Speaker
Description
In the past century programs of research for unifying science (Hilbert, neo-positivists, physicalists) were born. Many scholars pursue the goal of a “Theory of Everything”. They have to prove the reduction of theories insisting on the same field of phenomena. On the other hand, historians and philosophers of science introduced the notion of a mutual incommensurability of two theories when their basic notions have radical variations in meanings and hence their relations are difficult to be established. A great debate was born about this notion of reduction, questioning even whether in the history of physics it ever occurred.
A specific notion of reduction is the physicist’s one: two theories are reduced by a mathematical limit process on a parameter. E.g. a common opinion is that classical mechanics on the one hand and special relativity and quantum theory on the other are reduced by taking such a limit respectively for c and h. However, some scholars (Berry, Batterman), owing to the singularity of this limit in many cases, obtained several impossibility results (e.g. the reduction of ray optics to wave optics). This fact supports Rohrlich’s suggestion of an essential pluralism of physical theories.

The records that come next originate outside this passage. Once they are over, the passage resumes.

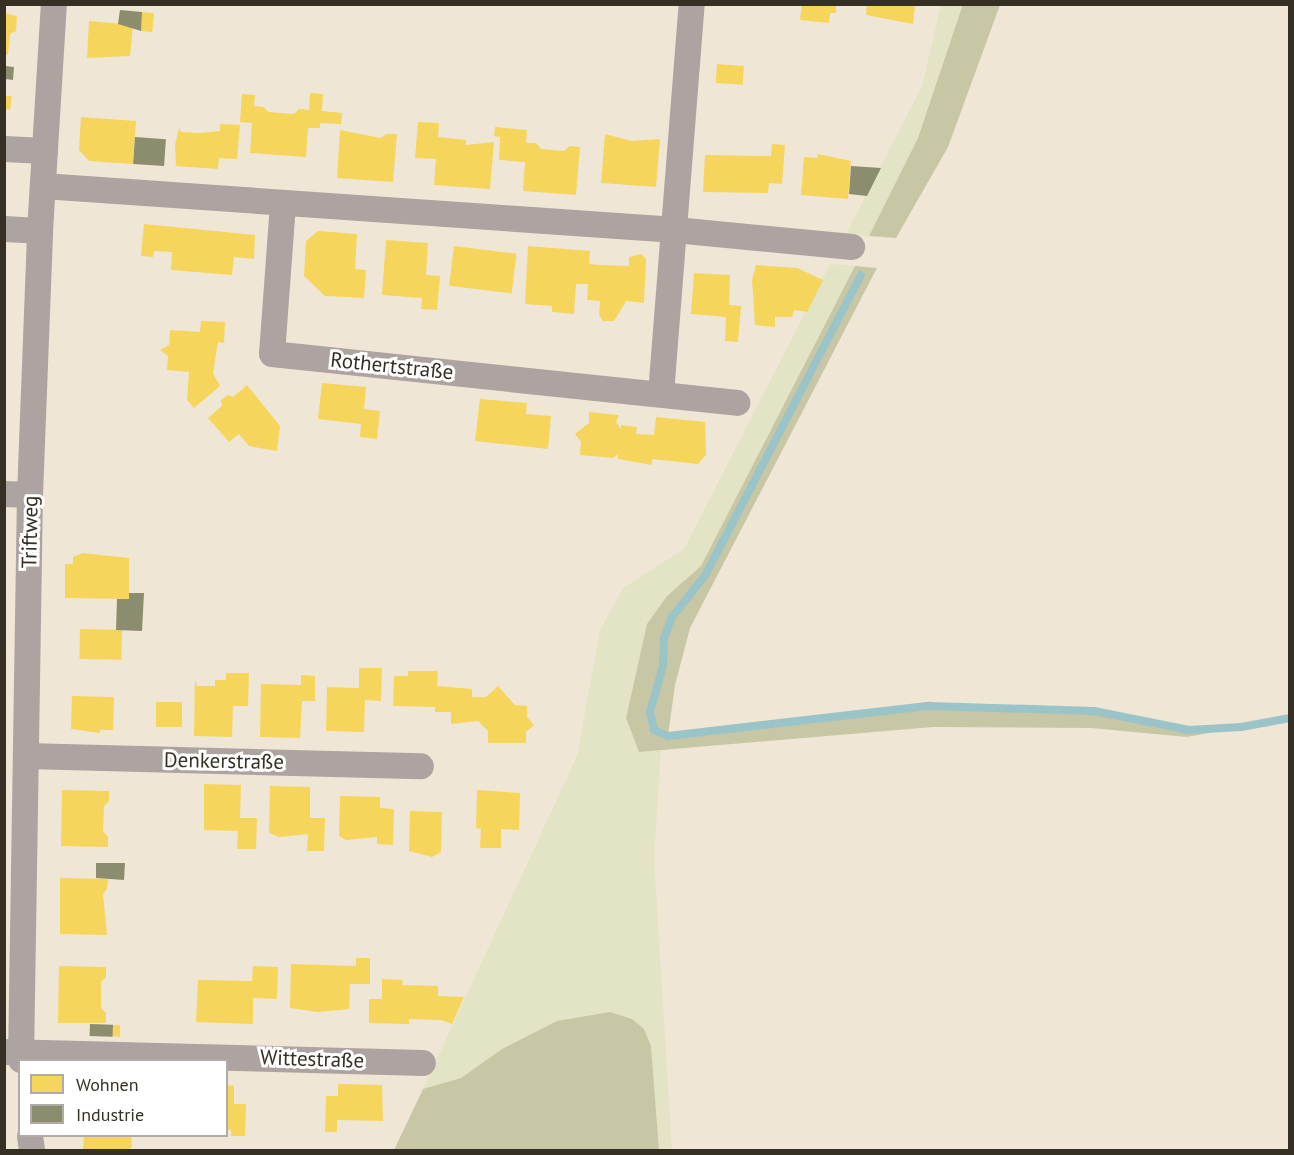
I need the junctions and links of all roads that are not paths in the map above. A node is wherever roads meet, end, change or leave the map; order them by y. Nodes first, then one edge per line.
1 (54, 4) edge
2 (692, 4) edge
3 (4, 149) edge
4 (45, 151) junction
5 (43, 186) junction
6 (283, 204) junction
7 (4, 229) edge
8 (675, 230) junction
9 (40, 231) junction
10 (852, 247) dead end
11 (661, 394) junction
12 (737, 403) dead end
13 (4, 494) edge
14 (30, 495) junction
15 (15, 674) edge
16 (26, 756) junction
17 (422, 765) dead end
18 (16, 1055) edge
19 (220, 1059) edge
20 (228, 1059) edge
21 (423, 1063) dead end

1 - 4 street, Triftweg
2 - 8 street
3 - 4 street
4 - 5 street, Triftweg
5 - 6 street
5 - 9 street, Triftweg
6 - 8 street
6 - 11 street, Rothertstraße
7 - 9 street
8 - 10 street
8 - 11 street
9 - 14 street, Triftweg
11 - 12 street, Rothertstraße
13 - 14 street
14 - 15 street, Triftweg
15 - 16 street, Triftweg
16 - 17 street, Denkerstraße
16 - 18 street, Triftweg
18 - 19 street, Wittestraße
20 - 21 street, Wittestraße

The communication offers a review of the past contributions on mathematical reduction. The debate on the results is summarized.
Bibliography
Batterman R.W., 2002, The Devil in the Details: Asymptotic Reasoning in Explanation, Reduction, and Emergence. Oxford UP.
Berry M.V., 2001, “Chaos and the Semiclassical Limit of Quantum Mechanics”, in Quantum Mechanics: Scientific perspectives on divine action, R.J. Russell et al (eds), Vatican Observatory CTNS publications, pp. 41–54.
Nagel E., 1961, The Structure of Science, London: Routledge and Kegan Paul.
Nickles T., 1973, “Two concepts of intertheoretic reduction”, The Journal of Philosophy, 70: 181.
Rohrlich F., 1988, “Pluralistic ontology and theory reduction in the physical sciences”, The British Journal for the Philosophy of Science, 39: 295.